→ PROVIDED ENTRIES:
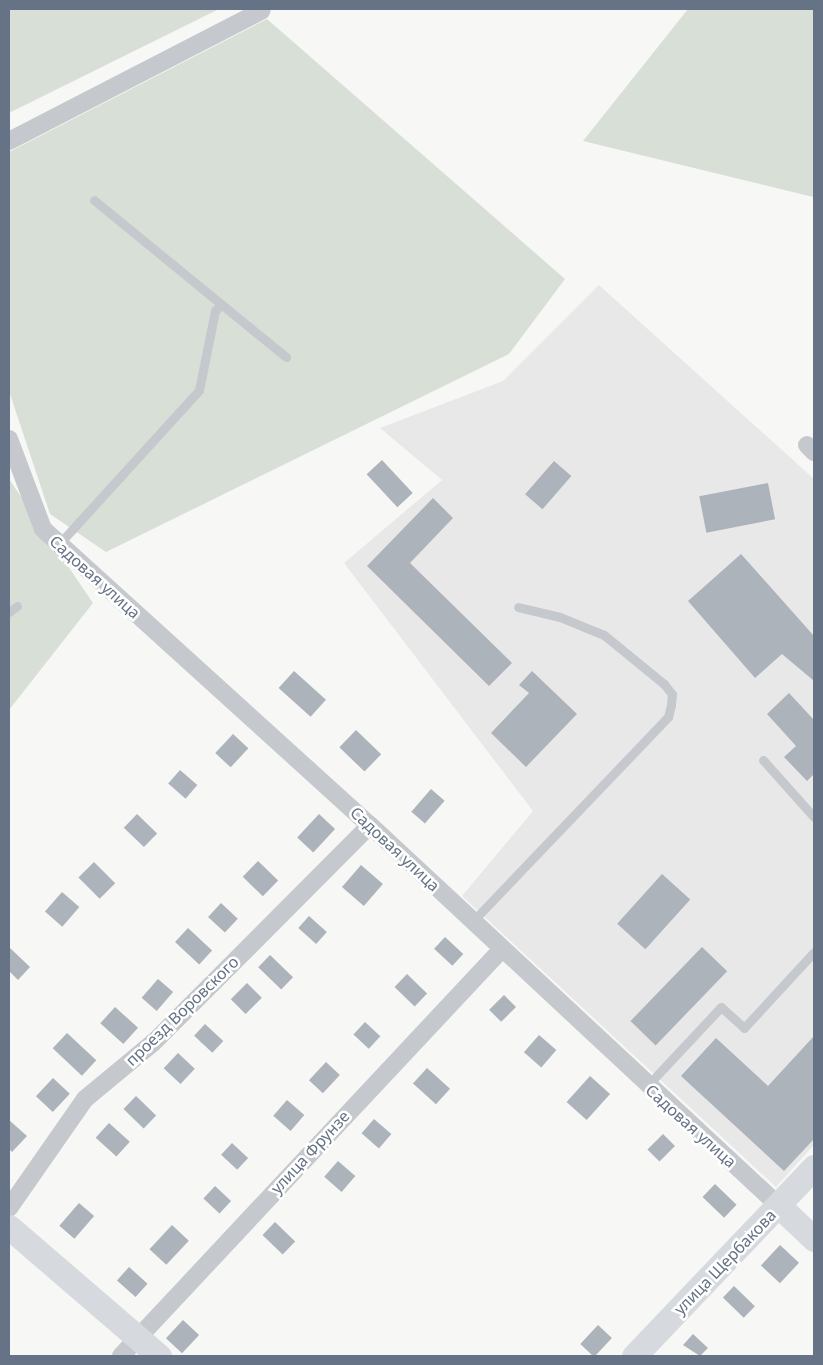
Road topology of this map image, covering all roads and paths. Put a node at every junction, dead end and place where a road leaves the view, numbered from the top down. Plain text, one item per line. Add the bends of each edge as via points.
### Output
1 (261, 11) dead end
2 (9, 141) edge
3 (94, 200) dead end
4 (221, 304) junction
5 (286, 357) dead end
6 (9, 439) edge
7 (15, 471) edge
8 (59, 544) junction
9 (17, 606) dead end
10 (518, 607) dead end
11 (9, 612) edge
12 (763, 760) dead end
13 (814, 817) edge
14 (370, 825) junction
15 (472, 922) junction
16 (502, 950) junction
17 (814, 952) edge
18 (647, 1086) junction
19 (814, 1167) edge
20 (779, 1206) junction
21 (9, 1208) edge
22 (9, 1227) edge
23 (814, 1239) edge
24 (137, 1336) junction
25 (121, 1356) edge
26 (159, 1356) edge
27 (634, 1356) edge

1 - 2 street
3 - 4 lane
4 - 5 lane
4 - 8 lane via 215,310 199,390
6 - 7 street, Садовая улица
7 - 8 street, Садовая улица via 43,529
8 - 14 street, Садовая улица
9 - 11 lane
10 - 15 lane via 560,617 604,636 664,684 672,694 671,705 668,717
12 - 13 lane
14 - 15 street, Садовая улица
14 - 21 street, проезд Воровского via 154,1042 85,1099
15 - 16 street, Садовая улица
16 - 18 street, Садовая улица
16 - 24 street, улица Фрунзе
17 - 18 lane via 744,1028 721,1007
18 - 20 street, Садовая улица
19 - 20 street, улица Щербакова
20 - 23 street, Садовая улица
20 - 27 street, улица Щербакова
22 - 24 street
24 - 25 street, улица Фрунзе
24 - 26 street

→ TASK PROMPT:
An exact repeat of the listing above, pictures excluded, is the answer.

→ SOLUTION TO THE EXERCISE:
Road topology of this map image, covering all roads and paths. Put a node at every junction, dead end and place where a road leaves the view, numbered from the top down. Plain text, one item per line. Add the bends of each edge as via points.
### Output
1 (261, 11) dead end
2 (9, 141) edge
3 (94, 200) dead end
4 (221, 304) junction
5 (286, 357) dead end
6 (9, 439) edge
7 (15, 471) edge
8 (59, 544) junction
9 (17, 606) dead end
10 (518, 607) dead end
11 (9, 612) edge
12 (763, 760) dead end
13 (814, 817) edge
14 (370, 825) junction
15 (472, 922) junction
16 (502, 950) junction
17 (814, 952) edge
18 (647, 1086) junction
19 (814, 1167) edge
20 (779, 1206) junction
21 (9, 1208) edge
22 (9, 1227) edge
23 (814, 1239) edge
24 (137, 1336) junction
25 (121, 1356) edge
26 (159, 1356) edge
27 (634, 1356) edge

1 - 2 street
3 - 4 lane
4 - 5 lane
4 - 8 lane via 215,310 199,390
6 - 7 street, Садовая улица
7 - 8 street, Садовая улица via 43,529
8 - 14 street, Садовая улица
9 - 11 lane
10 - 15 lane via 560,617 604,636 664,684 672,694 671,705 668,717
12 - 13 lane
14 - 15 street, Садовая улица
14 - 21 street, проезд Воровского via 154,1042 85,1099
15 - 16 street, Садовая улица
16 - 18 street, Садовая улица
16 - 24 street, улица Фрунзе
17 - 18 lane via 744,1028 721,1007
18 - 20 street, Садовая улица
19 - 20 street, улица Щербакова
20 - 23 street, Садовая улица
20 - 27 street, улица Щербакова
22 - 24 street
24 - 25 street, улица Фрунзе
24 - 26 street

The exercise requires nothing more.